On Sunday, the musicians professed their admiration for each other on social media after apparently working things out offline.
"I talked to Madonna," Cardi B tweeted. "It was beautiful. … Have a great day and drive safely yallll."
"I love you @iamcardib !!" Madonna tweeted. "Always have and always will."
The recording artists' latest exchange can be traced to an Instagram post in which Madonna reflected on the 30th anniversary of her provocative coffee table book, "Sex.“
"30 years ago I published a book called S.E.X. ... I also wrote about my fantasies and shared my point of view about sexuality in an ironic way."
She compared the book’s publication three decades ago to the recent release of Cardi B and Megan Thee Stallion's steamy collab, "WAP."
"I spent the next few years being interviewed by narrow minded people who tried to shame me for empowering myself as a Woman," Madonna added.
"Now Cardi B can sing about her WAP. Kim Kardashian can grace the cover of any magazine with her naked (expletive) and Miley Cyrus can come in like a wrecking ball. You're welcome, (expletive)." She punctuated her message with a clown emoji, which Cardi B did not appreciate.
Cardi B tweeted Sunday: "She can make her point without putting clown emojis and getting slick out the mouth.

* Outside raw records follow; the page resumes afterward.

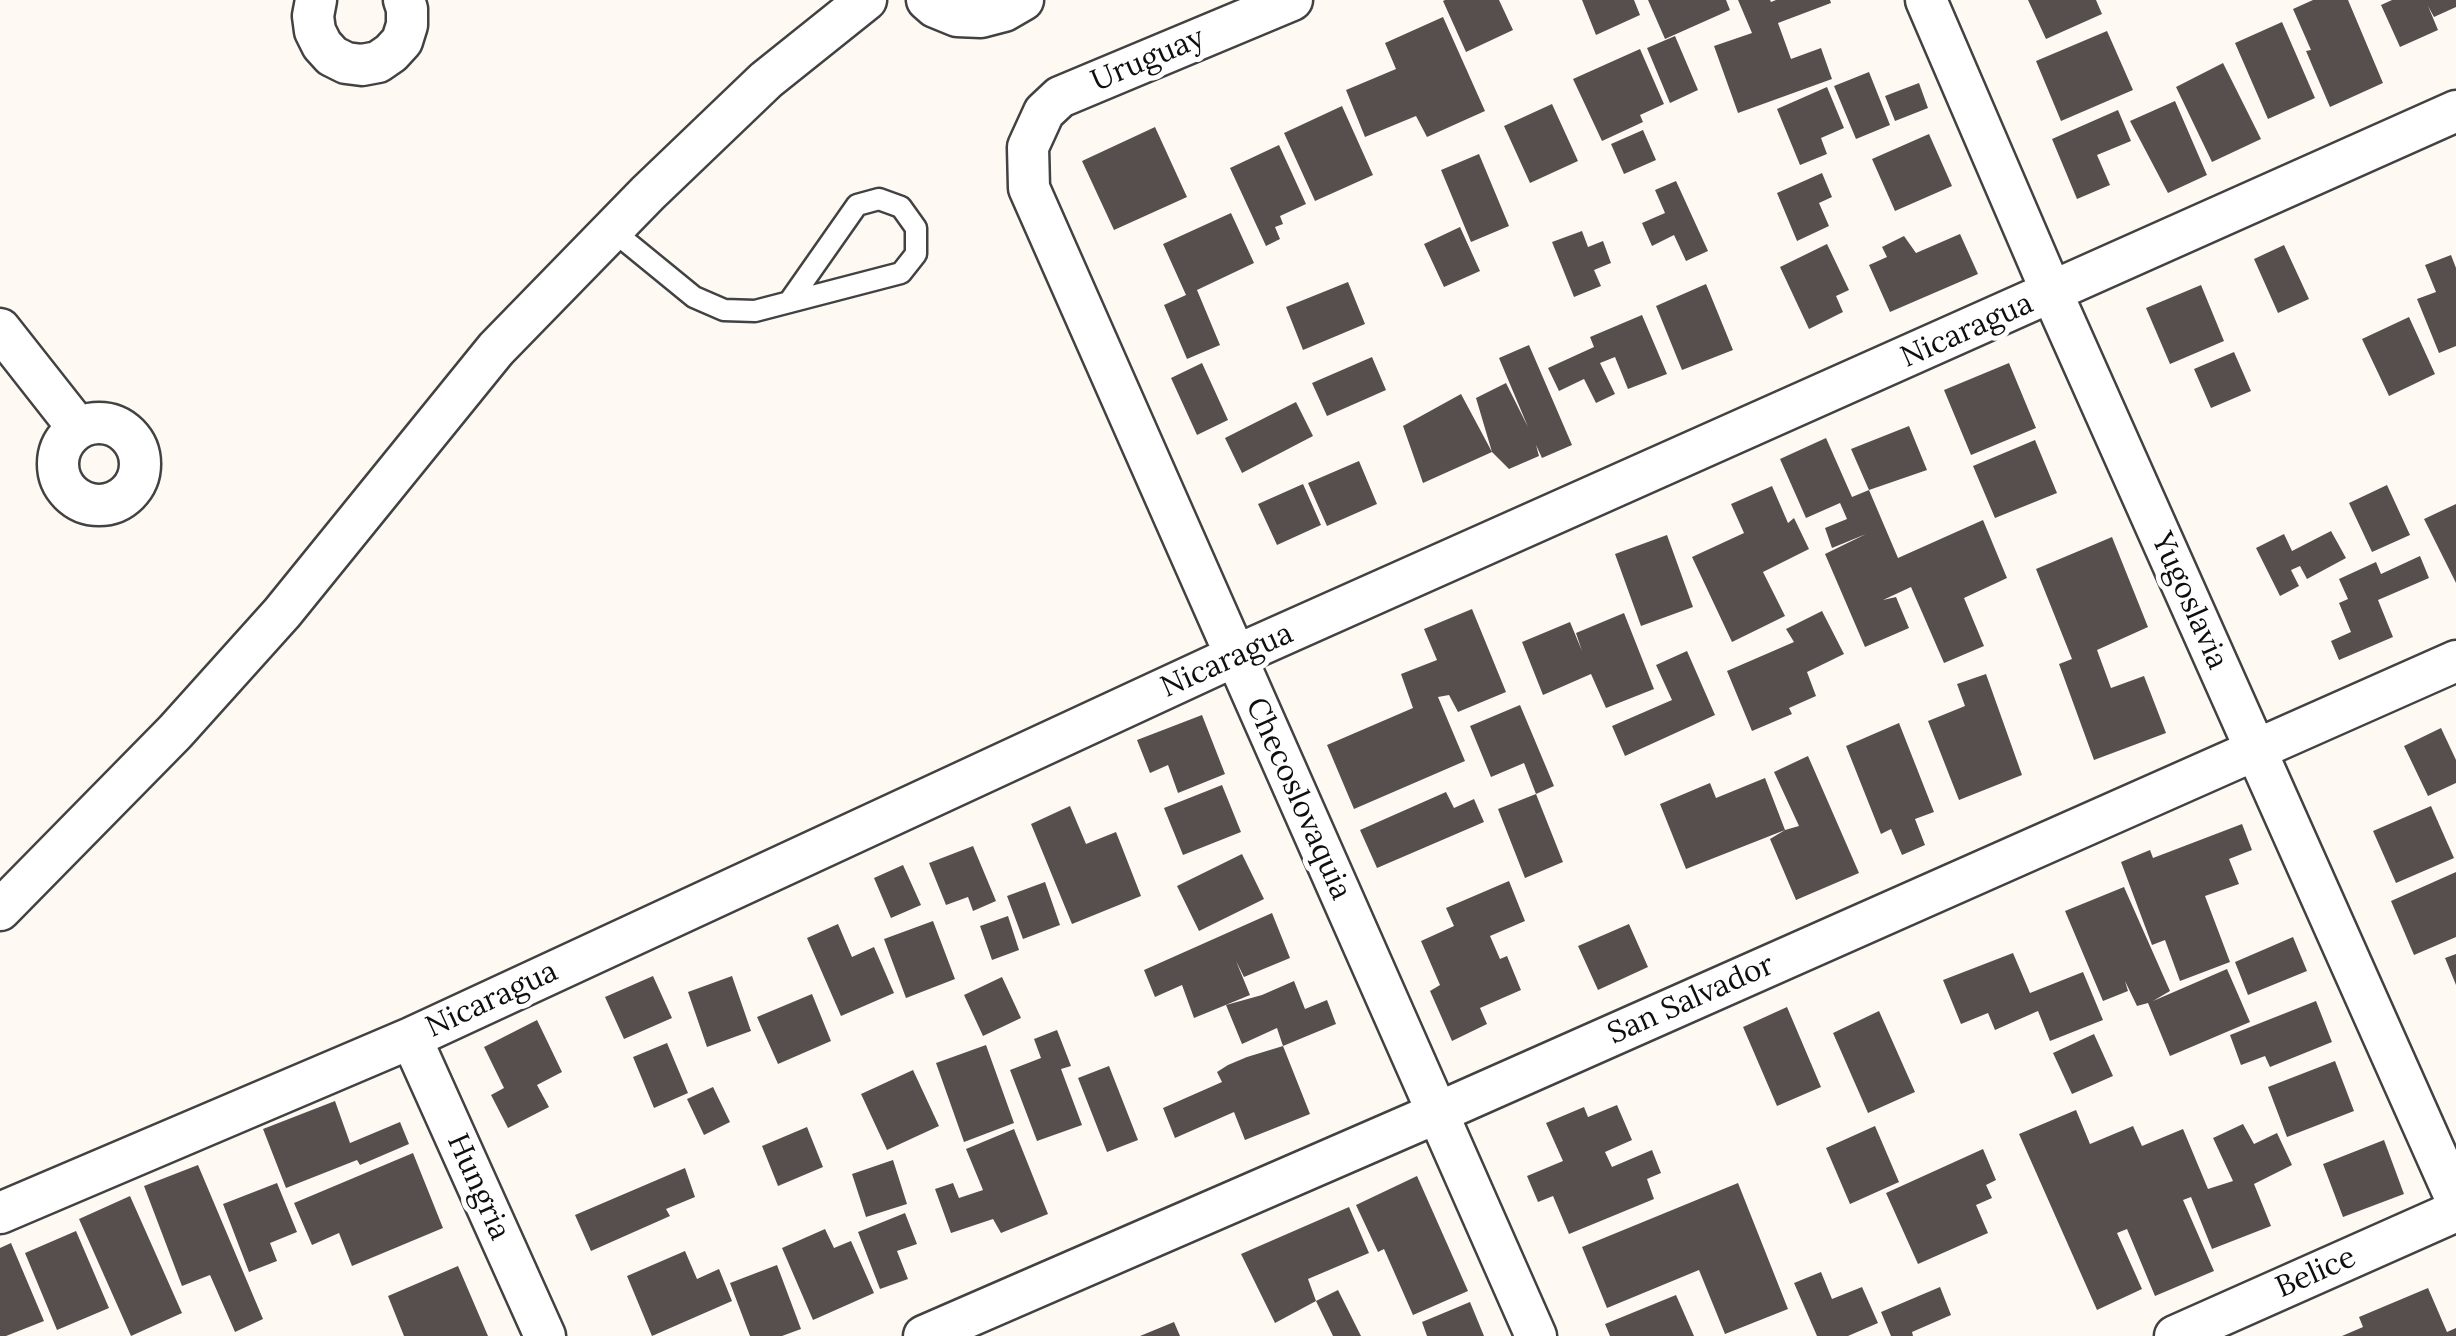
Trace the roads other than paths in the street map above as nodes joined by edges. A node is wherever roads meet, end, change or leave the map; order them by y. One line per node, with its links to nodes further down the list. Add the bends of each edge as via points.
1 (316, 0): 2 (street, via 313,16 322,45 332,56 362,65 378,62 402,41)
2 (404, 0)
3 (866, 0): 10 (street, via 766,80)
4 (926, 0): 5 (street, via 957,16 981,17)
5 (1023, 0)
6 (1292, 0): 9 (street, Uruguay, via 1060,97 1044,112)
7 (1926, 0): 11 (street, Yugoslavia)
8 (2456, 110): 11 (street, Nicaragua)
9 (1028, 148): 15 (street, Checoslovaquia, via 1029,188)
10 (612, 230): 12 (lane, via 694,297 724,310); 18 (street, via 496,349 175,732)
11 (2052, 293): 15 (street, Nicaragua); 17 (street, Yugoslavia)
12 (789, 302): 12 (lane, via 902,273 916,254 916,228 901,207 879,199 857,205)
13 (0, 329): 14 (street)
14 (78, 428)
15 (1235, 656): 19 (street, Nicaragua); 20 (street, Checoslovaquia)
16 (2456, 661): 17 (street, San Salvador)
17 (2255, 750): 20 (street, San Salvador); 21 (street, Yugoslavia)
18 (0, 910)
19 (411, 1038): 23 (street, Nicaragua); 24 (street, Hungria)
20 (1437, 1112): 25 (street, San Salvador); 26 (street, Checoslovaquia)
21 (2456, 1199)
22 (2456, 1211): 27 (street, Belice)
23 (0, 1213)
24 (545, 1336)
25 (924, 1336)
26 (1536, 1336)
27 (2175, 1336)

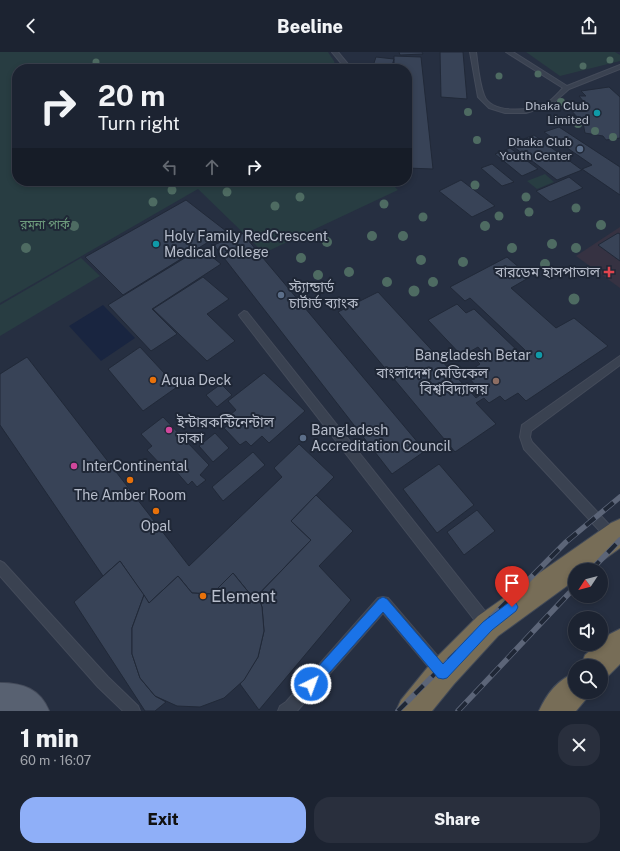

These icons really become disappointments once u make it in the industry that's why I keep to myself."
As of Sunday afternoon, it seems Cardi B's faith in Madonna had been restored. "My feelings was a little hurt because, to me, Madonna's ... no regular degular artist," Cardi B said.
"She's actually somebody that I really look up to. ... She's one of my favorite artists, and I always appreciated what she did. ... She's an amazing feminist woman, and I'm glad that I had a talk with her."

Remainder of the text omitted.